* [Collected data]
________________

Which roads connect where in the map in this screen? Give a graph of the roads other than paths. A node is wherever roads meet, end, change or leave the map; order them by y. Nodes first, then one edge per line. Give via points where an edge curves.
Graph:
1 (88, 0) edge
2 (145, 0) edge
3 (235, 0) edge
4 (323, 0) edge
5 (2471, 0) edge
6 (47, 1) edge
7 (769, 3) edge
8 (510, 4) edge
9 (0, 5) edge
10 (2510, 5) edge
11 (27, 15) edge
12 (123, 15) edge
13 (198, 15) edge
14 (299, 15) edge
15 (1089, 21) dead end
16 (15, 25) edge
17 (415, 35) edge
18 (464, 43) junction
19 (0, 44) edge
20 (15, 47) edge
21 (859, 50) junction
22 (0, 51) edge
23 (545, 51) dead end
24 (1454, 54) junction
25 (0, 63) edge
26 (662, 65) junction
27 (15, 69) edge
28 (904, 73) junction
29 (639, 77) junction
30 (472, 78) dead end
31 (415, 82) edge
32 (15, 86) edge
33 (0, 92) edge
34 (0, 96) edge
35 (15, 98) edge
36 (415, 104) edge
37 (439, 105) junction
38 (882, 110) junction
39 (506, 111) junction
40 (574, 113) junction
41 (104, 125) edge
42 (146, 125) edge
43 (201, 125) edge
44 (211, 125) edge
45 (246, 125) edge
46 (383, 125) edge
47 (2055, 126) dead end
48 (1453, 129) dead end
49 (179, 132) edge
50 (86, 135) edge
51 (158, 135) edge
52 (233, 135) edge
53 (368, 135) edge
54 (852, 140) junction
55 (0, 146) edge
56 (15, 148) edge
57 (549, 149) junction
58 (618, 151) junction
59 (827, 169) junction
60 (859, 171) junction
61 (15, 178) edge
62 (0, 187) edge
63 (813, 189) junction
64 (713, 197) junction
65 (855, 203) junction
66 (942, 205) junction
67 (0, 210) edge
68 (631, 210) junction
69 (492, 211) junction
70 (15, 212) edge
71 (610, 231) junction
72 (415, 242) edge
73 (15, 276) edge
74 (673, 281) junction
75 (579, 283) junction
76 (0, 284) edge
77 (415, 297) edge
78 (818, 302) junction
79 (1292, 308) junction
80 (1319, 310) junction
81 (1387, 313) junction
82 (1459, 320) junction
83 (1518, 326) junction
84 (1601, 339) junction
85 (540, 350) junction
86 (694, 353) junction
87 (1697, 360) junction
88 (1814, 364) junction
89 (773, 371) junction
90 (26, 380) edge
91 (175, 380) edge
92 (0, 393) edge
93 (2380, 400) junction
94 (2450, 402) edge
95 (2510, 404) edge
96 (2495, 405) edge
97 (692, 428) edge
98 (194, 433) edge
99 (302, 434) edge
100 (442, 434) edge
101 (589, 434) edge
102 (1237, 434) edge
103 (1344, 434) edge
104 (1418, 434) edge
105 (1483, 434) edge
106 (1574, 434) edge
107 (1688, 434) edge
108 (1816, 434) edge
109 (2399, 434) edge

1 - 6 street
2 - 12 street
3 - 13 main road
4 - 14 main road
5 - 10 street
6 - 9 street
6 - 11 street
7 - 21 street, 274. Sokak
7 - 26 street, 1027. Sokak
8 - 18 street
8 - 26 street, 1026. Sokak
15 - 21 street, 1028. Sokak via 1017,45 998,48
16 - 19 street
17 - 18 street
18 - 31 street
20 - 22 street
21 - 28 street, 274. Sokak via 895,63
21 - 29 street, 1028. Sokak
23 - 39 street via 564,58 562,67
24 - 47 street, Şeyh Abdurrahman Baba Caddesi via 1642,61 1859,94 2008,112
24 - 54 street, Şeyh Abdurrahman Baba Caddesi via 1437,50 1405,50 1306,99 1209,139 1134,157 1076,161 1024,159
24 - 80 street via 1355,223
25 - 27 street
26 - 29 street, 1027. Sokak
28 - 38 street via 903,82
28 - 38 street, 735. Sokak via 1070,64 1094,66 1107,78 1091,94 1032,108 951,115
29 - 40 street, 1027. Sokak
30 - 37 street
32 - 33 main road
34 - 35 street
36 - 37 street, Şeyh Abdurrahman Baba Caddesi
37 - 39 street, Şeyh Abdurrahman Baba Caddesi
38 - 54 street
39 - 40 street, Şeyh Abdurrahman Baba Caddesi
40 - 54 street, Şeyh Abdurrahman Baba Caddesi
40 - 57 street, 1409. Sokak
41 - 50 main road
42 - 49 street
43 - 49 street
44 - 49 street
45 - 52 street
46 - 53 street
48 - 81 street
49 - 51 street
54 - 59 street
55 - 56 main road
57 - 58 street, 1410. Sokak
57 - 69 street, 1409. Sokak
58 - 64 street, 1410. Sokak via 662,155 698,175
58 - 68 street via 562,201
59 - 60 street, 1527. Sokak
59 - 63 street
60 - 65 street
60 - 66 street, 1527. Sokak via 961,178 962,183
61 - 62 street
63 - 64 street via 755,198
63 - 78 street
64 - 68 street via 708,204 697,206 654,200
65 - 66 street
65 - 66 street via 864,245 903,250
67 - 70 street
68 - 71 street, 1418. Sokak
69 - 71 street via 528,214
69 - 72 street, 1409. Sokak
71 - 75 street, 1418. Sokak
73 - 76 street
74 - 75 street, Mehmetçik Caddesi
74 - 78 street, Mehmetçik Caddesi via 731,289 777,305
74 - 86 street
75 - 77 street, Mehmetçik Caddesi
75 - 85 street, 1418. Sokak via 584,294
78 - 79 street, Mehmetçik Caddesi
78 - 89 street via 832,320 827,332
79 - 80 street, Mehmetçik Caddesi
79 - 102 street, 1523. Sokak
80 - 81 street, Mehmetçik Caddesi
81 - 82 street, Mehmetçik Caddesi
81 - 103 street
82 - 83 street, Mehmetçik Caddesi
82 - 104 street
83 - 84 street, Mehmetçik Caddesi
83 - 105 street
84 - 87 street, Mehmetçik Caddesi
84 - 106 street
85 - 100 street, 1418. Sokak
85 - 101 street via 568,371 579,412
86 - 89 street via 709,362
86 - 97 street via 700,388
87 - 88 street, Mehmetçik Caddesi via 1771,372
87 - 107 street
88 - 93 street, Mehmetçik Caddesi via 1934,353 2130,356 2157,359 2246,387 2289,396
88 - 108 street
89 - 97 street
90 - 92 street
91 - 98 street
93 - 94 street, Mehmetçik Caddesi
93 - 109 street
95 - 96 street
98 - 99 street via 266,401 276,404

________________

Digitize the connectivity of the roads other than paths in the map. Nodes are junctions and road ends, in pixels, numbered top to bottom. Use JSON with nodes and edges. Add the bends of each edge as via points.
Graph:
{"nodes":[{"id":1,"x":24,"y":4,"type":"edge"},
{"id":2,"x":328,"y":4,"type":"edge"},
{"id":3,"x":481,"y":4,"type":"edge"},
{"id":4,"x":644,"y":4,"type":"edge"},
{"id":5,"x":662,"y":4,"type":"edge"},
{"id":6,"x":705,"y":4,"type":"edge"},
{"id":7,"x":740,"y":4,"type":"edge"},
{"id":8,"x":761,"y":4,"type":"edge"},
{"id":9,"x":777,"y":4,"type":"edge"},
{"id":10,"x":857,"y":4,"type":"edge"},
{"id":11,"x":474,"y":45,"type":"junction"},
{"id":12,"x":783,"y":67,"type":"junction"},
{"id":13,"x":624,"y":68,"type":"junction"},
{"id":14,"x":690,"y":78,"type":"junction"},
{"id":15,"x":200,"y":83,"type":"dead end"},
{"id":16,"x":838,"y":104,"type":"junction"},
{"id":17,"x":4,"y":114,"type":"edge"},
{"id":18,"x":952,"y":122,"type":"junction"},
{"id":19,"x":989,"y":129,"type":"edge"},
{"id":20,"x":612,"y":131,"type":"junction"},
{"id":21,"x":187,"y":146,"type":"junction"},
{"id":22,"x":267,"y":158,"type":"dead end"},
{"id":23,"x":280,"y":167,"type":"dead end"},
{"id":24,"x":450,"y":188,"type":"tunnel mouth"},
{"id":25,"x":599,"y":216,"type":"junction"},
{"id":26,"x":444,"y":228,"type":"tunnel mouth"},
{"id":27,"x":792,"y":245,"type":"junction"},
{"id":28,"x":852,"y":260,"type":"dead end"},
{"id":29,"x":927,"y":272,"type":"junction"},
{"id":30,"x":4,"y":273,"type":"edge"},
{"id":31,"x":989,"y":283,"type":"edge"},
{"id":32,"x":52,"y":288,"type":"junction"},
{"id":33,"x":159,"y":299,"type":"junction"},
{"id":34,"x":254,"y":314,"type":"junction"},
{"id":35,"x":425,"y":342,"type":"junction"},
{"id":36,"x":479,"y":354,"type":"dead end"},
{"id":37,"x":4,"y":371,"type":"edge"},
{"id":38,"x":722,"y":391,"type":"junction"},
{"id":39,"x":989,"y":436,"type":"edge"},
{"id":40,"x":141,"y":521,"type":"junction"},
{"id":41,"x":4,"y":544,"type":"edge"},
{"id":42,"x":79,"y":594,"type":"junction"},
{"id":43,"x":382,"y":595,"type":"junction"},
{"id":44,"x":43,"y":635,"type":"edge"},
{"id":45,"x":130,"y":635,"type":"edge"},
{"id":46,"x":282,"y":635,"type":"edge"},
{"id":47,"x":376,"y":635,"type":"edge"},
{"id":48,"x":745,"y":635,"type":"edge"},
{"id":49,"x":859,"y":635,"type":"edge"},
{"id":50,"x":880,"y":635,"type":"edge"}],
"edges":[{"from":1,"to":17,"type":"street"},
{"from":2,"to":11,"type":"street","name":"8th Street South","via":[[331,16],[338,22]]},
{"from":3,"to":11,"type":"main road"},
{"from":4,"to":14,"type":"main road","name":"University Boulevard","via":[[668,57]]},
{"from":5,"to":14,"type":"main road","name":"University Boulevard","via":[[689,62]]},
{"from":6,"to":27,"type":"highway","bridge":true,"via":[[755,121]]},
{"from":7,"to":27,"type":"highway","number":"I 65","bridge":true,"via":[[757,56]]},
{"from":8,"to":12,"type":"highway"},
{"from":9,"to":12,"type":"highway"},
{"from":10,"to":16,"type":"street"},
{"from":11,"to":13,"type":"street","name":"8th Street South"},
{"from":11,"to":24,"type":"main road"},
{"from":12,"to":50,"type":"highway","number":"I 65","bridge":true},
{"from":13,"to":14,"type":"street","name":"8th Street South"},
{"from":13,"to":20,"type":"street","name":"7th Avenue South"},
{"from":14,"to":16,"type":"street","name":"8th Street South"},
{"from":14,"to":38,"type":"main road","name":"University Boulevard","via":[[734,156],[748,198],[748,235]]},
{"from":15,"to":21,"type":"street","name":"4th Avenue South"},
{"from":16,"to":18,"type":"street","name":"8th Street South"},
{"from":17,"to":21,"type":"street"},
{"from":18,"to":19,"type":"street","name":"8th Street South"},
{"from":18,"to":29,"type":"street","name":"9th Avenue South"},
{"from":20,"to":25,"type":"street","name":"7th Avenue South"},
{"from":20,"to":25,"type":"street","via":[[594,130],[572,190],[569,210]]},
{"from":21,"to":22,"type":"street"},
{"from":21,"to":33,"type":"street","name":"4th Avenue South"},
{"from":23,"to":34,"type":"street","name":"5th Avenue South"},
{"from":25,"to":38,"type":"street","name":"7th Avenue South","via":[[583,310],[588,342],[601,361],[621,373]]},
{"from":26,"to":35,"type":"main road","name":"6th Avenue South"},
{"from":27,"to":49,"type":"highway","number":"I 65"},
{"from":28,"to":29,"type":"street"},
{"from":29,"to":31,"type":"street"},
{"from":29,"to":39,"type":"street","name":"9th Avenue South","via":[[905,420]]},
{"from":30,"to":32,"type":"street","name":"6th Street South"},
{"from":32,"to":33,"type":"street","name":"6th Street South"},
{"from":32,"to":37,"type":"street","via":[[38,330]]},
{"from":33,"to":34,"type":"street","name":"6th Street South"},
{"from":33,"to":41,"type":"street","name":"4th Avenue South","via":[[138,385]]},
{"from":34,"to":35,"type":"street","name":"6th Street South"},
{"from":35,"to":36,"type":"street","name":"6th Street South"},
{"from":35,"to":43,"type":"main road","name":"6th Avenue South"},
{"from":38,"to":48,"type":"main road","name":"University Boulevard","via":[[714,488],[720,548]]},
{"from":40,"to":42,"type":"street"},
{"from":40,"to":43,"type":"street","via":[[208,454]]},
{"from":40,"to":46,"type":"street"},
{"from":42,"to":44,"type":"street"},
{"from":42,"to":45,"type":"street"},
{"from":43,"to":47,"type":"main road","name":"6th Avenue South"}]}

________________

* [WHAT THE TASK REQUIRES] For the data shown above, give the number of lines where the word "bridge" appears, and nothing else.

* [SOLUTION TO THIS TASK] 3